|
Теория музыки
РЕНЕССАНС Э. ЛОВИНСКОГО
Автор: М. ЛОПАТИН Город
: Moscow Страна : Russia
Страницы
:
1
::
2
::
3
::
4
::
5
::
6
::
7
- – Согласны ли Вы с тем, <…> что вся музыка исполняется и прослушивается в определенном социальном контексте, и что задачей музыковеда является столь же тщательное изучение социального контекста, как и самой музыки?
– Это всегда было моим принципом. Но для того, чтобы музыковед-историк был в состоянии изучать социальную, культурную и политическую сферы, внутри которых живет музыка любой эпохи, он должен быть гуманистом1
Э. Ловинский
Дарование великих историков именно в том и состоит, чтобы свести все <…> факты к их fieri, все продукты к процессам, все неподвижные вещи или установления к сгусткам их творческой энергии2
Э. Кассирер
Гуманизм – это точка зрения, которую можно определить как убежденность в человеческом достоинстве, и основана она, с одной стороны, на утверждении человеческих ценностей (разумности и свободы), с другой – на приятии человеческой ограниченности (склонности к заблуждениям и бренности). Следствием этих двух постулатов является ответственность и терпимость3
Э. Панофский
В середине XX века в мировом музыкознании появилось сразу несколько крупных ученых, предложивших свой оригинальный взгляд на извечную «проблему Ренессанса»; ученых, каждый из которых пытался по-своему определить эту сложную эпоху и отделить ее от исторических «соседей» – Средневековья с одной стороны и Нового времени с другой. Среди них особое место занимает фигура Эдварда Ловинского – творца, пожалуй, самой сложной и, вместе с тем, живой, органичной картины музыкального Ренессанса. Осознаем мы это или нет, но именно Ловинский в наибольшей степени ответственен за наше сегодняшнее знание и понимание той эпохи – не только потому, что нарисованная его научной интуицией и воображением картина эпохи не поблекла до сих пор, но и в силу того, что ему удалось предугадать, предопределить многие будущие направления исследования.

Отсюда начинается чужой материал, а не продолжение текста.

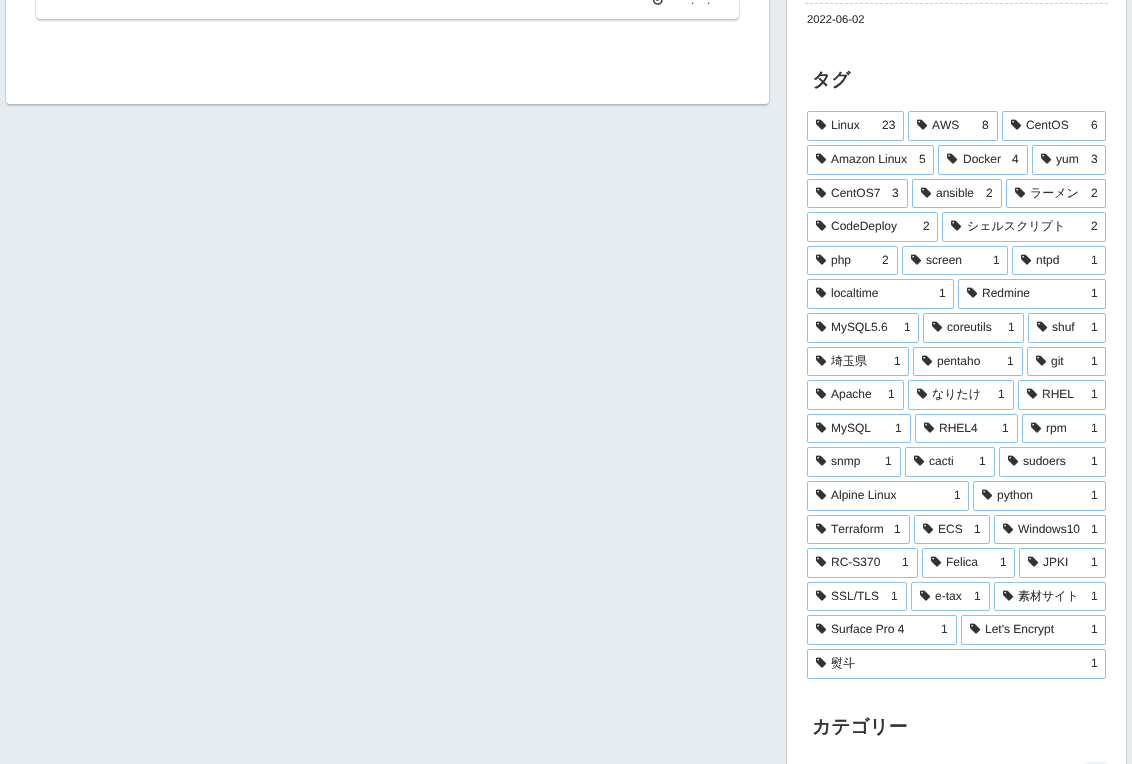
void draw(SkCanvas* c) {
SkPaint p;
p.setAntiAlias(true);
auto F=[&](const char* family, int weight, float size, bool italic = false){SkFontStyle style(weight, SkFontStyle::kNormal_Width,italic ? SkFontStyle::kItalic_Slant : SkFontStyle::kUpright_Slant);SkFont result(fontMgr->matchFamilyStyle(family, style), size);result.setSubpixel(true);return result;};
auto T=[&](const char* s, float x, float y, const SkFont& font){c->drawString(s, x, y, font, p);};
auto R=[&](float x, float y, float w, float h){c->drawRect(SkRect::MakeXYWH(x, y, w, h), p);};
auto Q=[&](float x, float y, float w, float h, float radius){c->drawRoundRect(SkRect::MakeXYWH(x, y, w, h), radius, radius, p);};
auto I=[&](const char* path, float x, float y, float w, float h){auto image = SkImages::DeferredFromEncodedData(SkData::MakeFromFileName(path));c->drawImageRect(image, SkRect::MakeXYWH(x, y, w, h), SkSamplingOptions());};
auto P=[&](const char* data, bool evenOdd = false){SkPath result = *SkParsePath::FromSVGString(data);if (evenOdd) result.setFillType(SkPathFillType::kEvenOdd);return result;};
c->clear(0xffe6ecf0);
p.setStroke(true);
p.setStrokeWidth(1);
p.setColor(0xffd4d9dd);
c->drawRoundRect(SkRect::MakeXYWH(5.5,-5.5,764,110),4.5,4.5,p);
p.setStroke(false);
p.setColor(0x29000000);
p.setMaskFilter(SkMaskFilter::MakeBlur(kNormal_SkBlurStyle, 1));
c->drawRoundRect(SkRect::MakeXYWH(6,-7,763,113),4,4,p);
p.setMaskFilter(nullptr);
p.setColor(0xffffffff);
Q(6,-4,763,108,4);
p.setStroke(true);
p.setColor(0xffebebeb);
c->drawRoundRect(SkRect::MakeXYWH(35.5,-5.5,704,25),4.5,4.5,p);
c->save();
c->clipPath(P("M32 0h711v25h-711zm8-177h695c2 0 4 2 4 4v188c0 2-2 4-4 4h-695c-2 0-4-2-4-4v-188c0-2 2-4 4-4z",true),true);
p.setStroke(false);
p.setColor(0x29000000);
p.setMaskFilter(SkMaskFilter::MakeBlur(kNormal_SkBlurStyle, 1));
c->drawRoundRect(SkRect::MakeXYWH(36,-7,703,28),4,4,p);
p.setMaskFilter(nullptr);
c->restore();
I("1.png",653,0,10,5);
auto f1 = F("Liberation Sans",400,11.25);
p.setColor(0xff333333);
T(".",691,4,f1);
T(".",707,4,f1);
p.setStroke(true);
p.setColor(0xffd4d9dd);
c->drawRect(SkRect::MakeXYWH(786.5,-.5,340,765),p);
p.setStroke(false);
p.setColor(0x29000000);
p.setMaskFilter(SkMaskFilter::MakeBlur(kNormal_SkBlurStyle, 1));
c->drawRoundRect(SkRect::MakeXYWH(787,-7,339,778),4,4,p);
p.setMaskFilter(nullptr);
p.setColor(0xffffffff);
R(787,0,339,764);
p.setStroke(true);
p.setColor(0xffcccccc);
p.setPathEffect(SkDashPathEffect::Make({{3,2}}, 0));
c->drawPath(P("M805 3.5h303"),p);
p.setPathEffect(nullptr);
p.setStroke(false);
p.setColor(0xff333333);
T("2022-06-02",807,23,f1);
auto f2 = F("WenQuanYi Zen Hei",700,18.75);
T("タグ",812,86,f2);
p.setStroke(true);
p.setColor(0xff89c3eb);
c->drawRoundRect(SkRect::MakeXYWH(807.5,111.5,96,29),1.5,1.5,p);
I("2.png",816,119,11,11);
auto f3 = F("Liberation Sans",400,12);
p.setStroke(false);
p.setColor(0xff333333);
T("Linux",831,129,f3);
T("23",882,129,f3);
p.setStroke(true);
p.setColor(0xff89c3eb);
c->drawRoundRect(SkRect::MakeXYWH(908.5,111.5,89,29),1.5,1.5,p);
I("2.png",917,119,11,11);
p.setStroke(false);
p.setColor(0xff333333);
T("AWS",932,129,f3);
T("8",982,129,f3);
p.setStroke(true);
p.setColor(0xff89c3eb);
c->drawRoundRect(SkRect::MakeXYWH(1002.5,111.5,103,29),1.5,1.5,p);
I("2.png",1011,119,11,11);
p.setStroke(false);
p.setColor(0xff333333);
T("CentOS",1026,129,f3);
T("6",1091,129,f3);
p.setStroke(true);
p.setColor(0xff89c3eb);
c->drawRoundRect(SkRect::MakeXYWH(807.5,145.5,126,29),1.5,1.5,p);
I("2.png",816,153,11,11);
p.setStroke(false);
p.setColor(0xff333333);
T("Amazon Linux",831,163,f3);
T("5",919,163,f3);
p.setStroke(true);
p.setColor(0xff89c3eb);
c->drawRoundRect(SkRect::MakeXYWH(938.5,145.5,89,29),1.5,1.5,p);
I("2.png",947,153,11,11);
p.setStroke(false);
p.setColor(0xff333333);
T("Docker",963,163,f3);
T("4",1012,163,f3);
p.setStroke(true);
p.setColor(0xff89c3eb);
c->drawRoundRect(SkRect::MakeXYWH(1032.5,145.5,73,29),1.5,1.5,p);
I("2.png",1041,153,11,11);
p.setStroke(false);
p.setColor(0xff333333);
T("yum",1056,163,f3);
T("3",1091,163,f3);
p.setStroke(true);
p.setColor(0xff89c3eb);
c->drawRoundRect(SkRect::MakeXYWH(807.5,179.5,100,28),1.5,1.5,p);
I("2.png",816,187,11,11);
p.setStroke(false);
p.setColor(0xff333333);
T("CentOS7",831,197,f3);
T("3",892,197,f3);
p.setStroke(true);
p.setColor(0xff89c3eb);
c->drawRoundRect(SkRect::MakeXYWH(912.5,179.5,89,28),1.5,1.5,p);
I("2.png",921,187,11,11);
p.setStroke(false);
p.setColor(0xff333333);
T("ansible",936,197,f3);
T("2",986,197,f3);
p.setStroke(true);
p.setColor(0xff89c3eb);
c->drawRoundRect(SkRect::MakeXYWH(1006.5,179.5,99,28),1.5,1.5,p);
I("2.png",1015,187,11,11);
auto f4 = F("WenQuanYi Zen Hei",500,12);
p.setStroke(false);
p.setColor(0xff333333);
T("ラーメン",1030,197,f4);
T("2",1091,197,f3);
p.setStroke(true);
p.setColor(0xff89c3eb);
c->drawRoundRect(SkRect::MakeXYWH(807.5,212.5,130,29),1.5,1.5,p);
I("2.png",816,220,11,11);
p.setStroke(false);
p.setColor(0xff333333);
T("CodeDeploy",831,230,f3);
T("2",923,230,f3);
p.setStroke(true);
p.setColor(0xff89c3eb);
c->drawRoundRect(SkRect::MakeXYWH(942.5,212.5,163,29),1.5,1.5,p);
I("2.png",951,220,11,11);
p.setStroke(false);
p.setColor(0xff333333);
T("シェルスクリプト",967,230,f4);
T("2",1091,230,f3);
p.setStroke(true);
p.setColor(0xff89c3eb);
c->drawRoundRect(SkRect::MakeXYWH(807.5,246.5,90,28),1.5,1.5,p);
I("2.png",816,254,11,11);
p.setStroke(false);
p.setColor(0xff333333);
T("php",831,264,f3);
T("2",882,264,f3);
p.setStroke(true);
p.setColor(0xff89c3eb);
c->drawRoundRect(SkRect::MakeXYWH(902.5,246.5,105,28),1.5,1.5,p);
I("2.png",911,254,11,11);
p.setStroke(false);
p.setColor(0xff333333);
T("screen",926,264,f3);
T("1",993,264,f3);
p.setStroke(true);
p.setColor(0xff89c3eb);
c->drawRoundRect(SkRect::MakeXYWH(1012.5,246.5,93,28),1.5,1.5,p);
I("2.png",1021,254,11,11);
p.setStroke(false);
p.setColor(0xff333333);
T("ntpd",1036,264,f3);
T("1",1091,264,f3);
p.setStroke(true);
p.setColor(0xff89c3eb);
c->drawRoundRect(SkRect::MakeXYWH(807.5,279.5,146,29),1.5,1.5,p);
I("2.png",816,287,11,11);
p.setStroke(false);
p.setColor(0xff333333);
T("localtime",831,297,f3);
T("1",939,297,f3);
p.setStroke(true);
p.setColor(0xff89c3eb);
c->drawRoundRect(SkRect::MakeXYWH(958.5,279.5,147,29),1.5,1.5,p);
I("2.png",967,287,11,11);
p.setStroke(false);
p.setColor(0xff333333);
T("Redmine",982,297,f3);
T("1",1091,297,f3);
p.setStroke(true);
p.setColor(0xff89c3eb);
c->drawRoundRect(SkRect::MakeXYWH(807.5,313.5,111,29),1.5,1.5,p);
I("2.png",816,321,11,11);
p.setStroke(false);
p.setColor(0xff333333);
T("MySQL5.6",831,331,f3);
T("1",904,331,f3);
p.setStroke(true);
p.setColor(0xff89c3eb);
c->drawRoundRect(SkRect::MakeXYWH(923.5,313.5,100,29),1.5,1.5,p);
I("2.png",932,321,11,11);
p.setStroke(false);
p.setColor(0xff333333);
T("coreutils",947,331,f3);
T("1",1008,331,f3);
p.setStroke(true);
p.setColor(0xff89c3eb);
c->drawRoundRect(SkRect::MakeXYWH(1028.5,313.5,77,29),1.5,1.5,p);
I("2.png",1037,321,11,11);
p.setStroke(false);
p.setColor(0xff333333);
T("shuf",1052,331,f3);
T("1",1091,331,f3);
p.setStroke(true);
p.setColor(0xff89c3eb);
c->drawRoundRect(SkRect::MakeXYWH(807.5,347.5,101,28),1.5,1.5,p);
I("2.png",816,355,11,11);
p.setStroke(false);
p.setColor(0xff333333);
T("埼玉県",831,365,f4);
T("1",894,365,f3);
p.setStroke(true);
p.setColor(0xff89c3eb);
c->drawRoundRect(SkRect::MakeXYWH(913.5,347.5,109,28),1.5,1.5,p);
I("2.png",922,355,11,11);
p.setStroke(false);
p.setColor(0xff333333);
T("pentaho",937,365,f3);
T("1",1007,365,f3);
p.setStroke(true);
p.setColor(0xff89c3eb);
c->drawRoundRect(SkRect::MakeXYWH(1027.5,347.5,78,28),1.5,1.5,p);
I("2.png",1036,355,11,11);
p.setStroke(false);
p.setColor(0xff333333);
T("git",1051,365,f3);
T("1",1091,365,f3);
p.setStroke(true);
p.setColor(0xff89c3eb);
c->drawRoundRect(SkRect::MakeXYWH(807.5,380.5,96,29),1.5,1.5,p);
I("2.png",816,388,11,11);
p.setStroke(false);
p.setColor(0xff333333);
T("Apache",831,398,f3);
T("1",888,398,f3);
p.setStroke(true);
p.setColor(0xff89c3eb);
c->drawRoundRect(SkRect::MakeXYWH(908.5,380.5,105,29),1.5,1.5,p);
I("2.png",917,388,11,11);
p.setStroke(false);
p.setColor(0xff333333);
T("なりたけ",932,398,f4);
T("1",998,398,f3);
p.setStroke(true);
p.setColor(0xff89c3eb);
c->drawRoundRect(SkRect::MakeXYWH(1018.5,380.5,87,29),1.5,1.5,p);
I("2.png",1027,388,11,11);
p.setStroke(false);
p.setColor(0xff333333);
T("RHEL",1042,398,f3);
T("1",1091,398,f3);
p.setStroke(true);
p.setColor(0xff89c3eb);
c->drawRoundRect(SkRect::MakeXYWH(807.5,414.5,103,28),1.5,1.5,p);
I("2.png",816,422,11,11);
p.setStroke(false);
p.setColor(0xff333333);
T("MySQL",831,432,f3);
T("1",895,432,f3);
p.setStroke(true);
p.setColor(0xff89c3eb);
c->drawRoundRect(SkRect::MakeXYWH(915.5,414.5,102,28),1.5,1.5,p);
I("2.png",924,422,11,11);
p.setStroke(false);
p.setColor(0xff333333);
T("RHEL4",939,432,f3);
T("1",1002,432,f3);
p.setStroke(true);
p.setColor(0xff89c3eb);
c->drawRoundRect(SkRect::MakeXYWH(1022.5,414.5,83,28),1.5,1.5,p);
I("2.png",1031,422,11,11);
p.setStroke(false);
p.setColor(0xff333333);
T("rpm",1046,432,f3);
T("1",1091,432,f3);
p.setStroke(true);
p.setColor(0xff89c3eb);
c->drawRoundRect(SkRect::MakeXYWH(807.5,447.5,93,29),1.5,1.5,p);
I("2.png",816,455,11,11);
p.setStroke(false);
p.setColor(0xff333333);
T("snmp",831,465,f3);
T("1",885,465,f3);
p.setStroke(true);
p.setColor(0xff89c3eb);
c->drawRoundRect(SkRect::MakeXYWH(905.5,447.5,89,29),1.5,1.5,p);
I("2.png",914,455,11,11);
p.setStroke(false);
p.setColor(0xff333333);
T("cacti",929,465,f3);
T("1",979,465,f3);
p.setStroke(true);
p.setColor(0xff89c3eb);
c->drawRoundRect(SkRect::MakeXYWH(999.5,447.5,106,29),1.5,1.5,p);
I("2.png",1008,455,11,11);
p.setStroke(false);
p.setColor(0xff333333);
T("sudoers",1023,465,f3);
T("1",1091,465,f3);
p.setStroke(true);
p.setColor(0xff89c3eb);
c->drawRoundRect(SkRect::MakeXYWH(807.5,481.5,161,29),1.5,1.5,p);
I("2.png",816,489,11,11);
p.setStroke(false);
p.setColor(0xff333333);
T("Alpine Linux",831,499,f3);
T("1",954,499,f3);
p.setStroke(true);
p.setColor(0xff89c3eb);
c->drawRoundRect(SkRect::MakeXYWH(973.5,481.5,132,29),1.5,1.5,p);
I("2.png",982,489,11,11);
p.setStroke(false);
p.setColor(0xff333333);
T("python",997,499,f3);
T("1",1091,499,f3);
p.setStroke(true);
p.setColor(0xff89c3eb);
c->drawRoundRect(SkRect::MakeXYWH(807.5,515.5,102,28),1.5,1.5,p);
I("2.png",816,523,11,11);
p.setStroke(false);
p.setColor(0xff333333);
T("Terraform",831,533,f3);
T("1",894,533,f3);
p.setStroke(true);
p.setColor(0xff89c3eb);
c->drawRoundRect(SkRect::MakeXYWH(914.5,515.5,75,28),1.5,1.5,p);
I("2.png",923,523,11,11);
p.setStroke(false);
p.setColor(0xff333333);
T("ECS",938,533,f3);
T("1",974,533,f3);
p.setStroke(true);
p.setColor(0xff89c3eb);
c->drawRoundRect(SkRect::MakeXYWH(994.5,515.5,111,28),1.5,1.5,p);
I("2.png",1003,523,11,11);
p.setStroke(false);
p.setColor(0xff333333);
T("Windows10",1018,533,f3);
T("1",1091,533,f3);
p.setStroke(true);
p.setColor(0xff89c3eb);
c->drawRoundRect(SkRect::MakeXYWH(807.5,548.5,110,29),1.5,1.5,p);
I("2.png",816,556,11,11);
p.setStroke(false);
p.setColor(0xff333333);
T("RC-S370",831,566,f3);
T("1",902,566,f3);
p.setStroke(true);
p.setColor(0xff89c3eb);
c->drawRoundRect(SkRect::MakeXYWH(922.5,548.5,92,29),1.5,1.5,p);
I("2.png",931,556,11,11);
p.setStroke(false);
p.setColor(0xff333333);
T("Felica",946,566,f3);
T("1",1000,566,f3);
p.setStroke(true);
p.setColor(0xff89c3eb);
c->drawRoundRect(SkRect::MakeXYWH(1019.5,548.5,86,29),1.5,1.5,p);
I("2.png",1028,556,11,11);
p.setStroke(false);
p.setColor(0xff333333);
T("JPKI",1043,566,f3);
T("1",1091,566,f3);
p.setStroke(true);
p.setColor(0xff89c3eb);
c->drawRoundRect(SkRect::MakeXYWH(807.5,582.5,99,28),1.5,1.5,p);
I("2.png",816,590,11,11);
p.setStroke(false);
p.setColor(0xff333333);
T("SSL/TLS",831,600,f3);
T("1",891,600,f3);
p.setStroke(true);
p.setColor(0xff89c3eb);
c->drawRoundRect(SkRect::MakeXYWH(911.5,582.5,78,28),1.5,1.5,p);
I("2.png",920,590,11,11);
p.setStroke(false);
p.setColor(0xff333333);
T("e-tax",935,600,f3);
T("1",974,600,f3);
p.setStroke(true);
p.setColor(0xff89c3eb);
c->drawRoundRect(SkRect::MakeXYWH(994.5,582.5,111,28),1.5,1.5,p);
I("2.png",1003,590,11,11);
p.setStroke(false);
p.setColor(0xff333333);
T("素材サイト",1018,600,f4);
T("1",1091,600,f3);
p.setStroke(true);
p.setColor(0xff89c3eb);
c->drawRoundRect(SkRect::MakeXYWH(807.5,615.5,149,29),1.5,1.5,p);
I("2.png",816,623,11,11);
p.setStroke(false);
p.setColor(0xff333333);
T("Surface Pro 4",831,633,f3);
T("1",941,633,f3);
p.setStroke(true);
p.setColor(0xff89c3eb);
c->drawRoundRect(SkRect::MakeXYWH(961.5,615.5,144,29),1.5,1.5,p);
I("2.png",970,623,11,11);
p.setStroke(false);
p.setColor(0xff333333);
T("Let's Encrypt",985,633,f3);
T("1",1091,633,f3);
p.setStroke(true);
p.setColor(0xff89c3eb);
c->drawRoundRect(SkRect::MakeXYWH(807.5,649.5,298,29),1.5,1.5,p);
I("2.png",816,657,11,11);
p.setStroke(false);
p.setColor(0xff333333);
T("熨斗",831,667,f4);
T("1",1091,667,f3);
T("カテゴリー",812,733,f2);
p.setColor(0xffeaf4fc);
Q(1085,762,23,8,6);
}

Несмотря на это, судьба наследия Ловинского и оценка его деятельности отнюдь не однозначна, причем она была неоднозначной с самого начала его научной карьеры. Всю жизнь ученый вынужден был отстаивать свои взгляды в жестких, подчас далеких от обычного академизма, дискуссиях4, которые, впрочем, сделали из него блестящего полемиста5. О многом говорит и тот факт, что он практически не оставил после себя ни учеников, ни верных последователей. Таким образом, даже сейчас, будучи уже прославленным ученым, Ловинский отчасти остается некой обособленной, даже изолированной фигурой мирового музыкознания, ее “terra incognita”. Такая ситуация отчасти объяснима.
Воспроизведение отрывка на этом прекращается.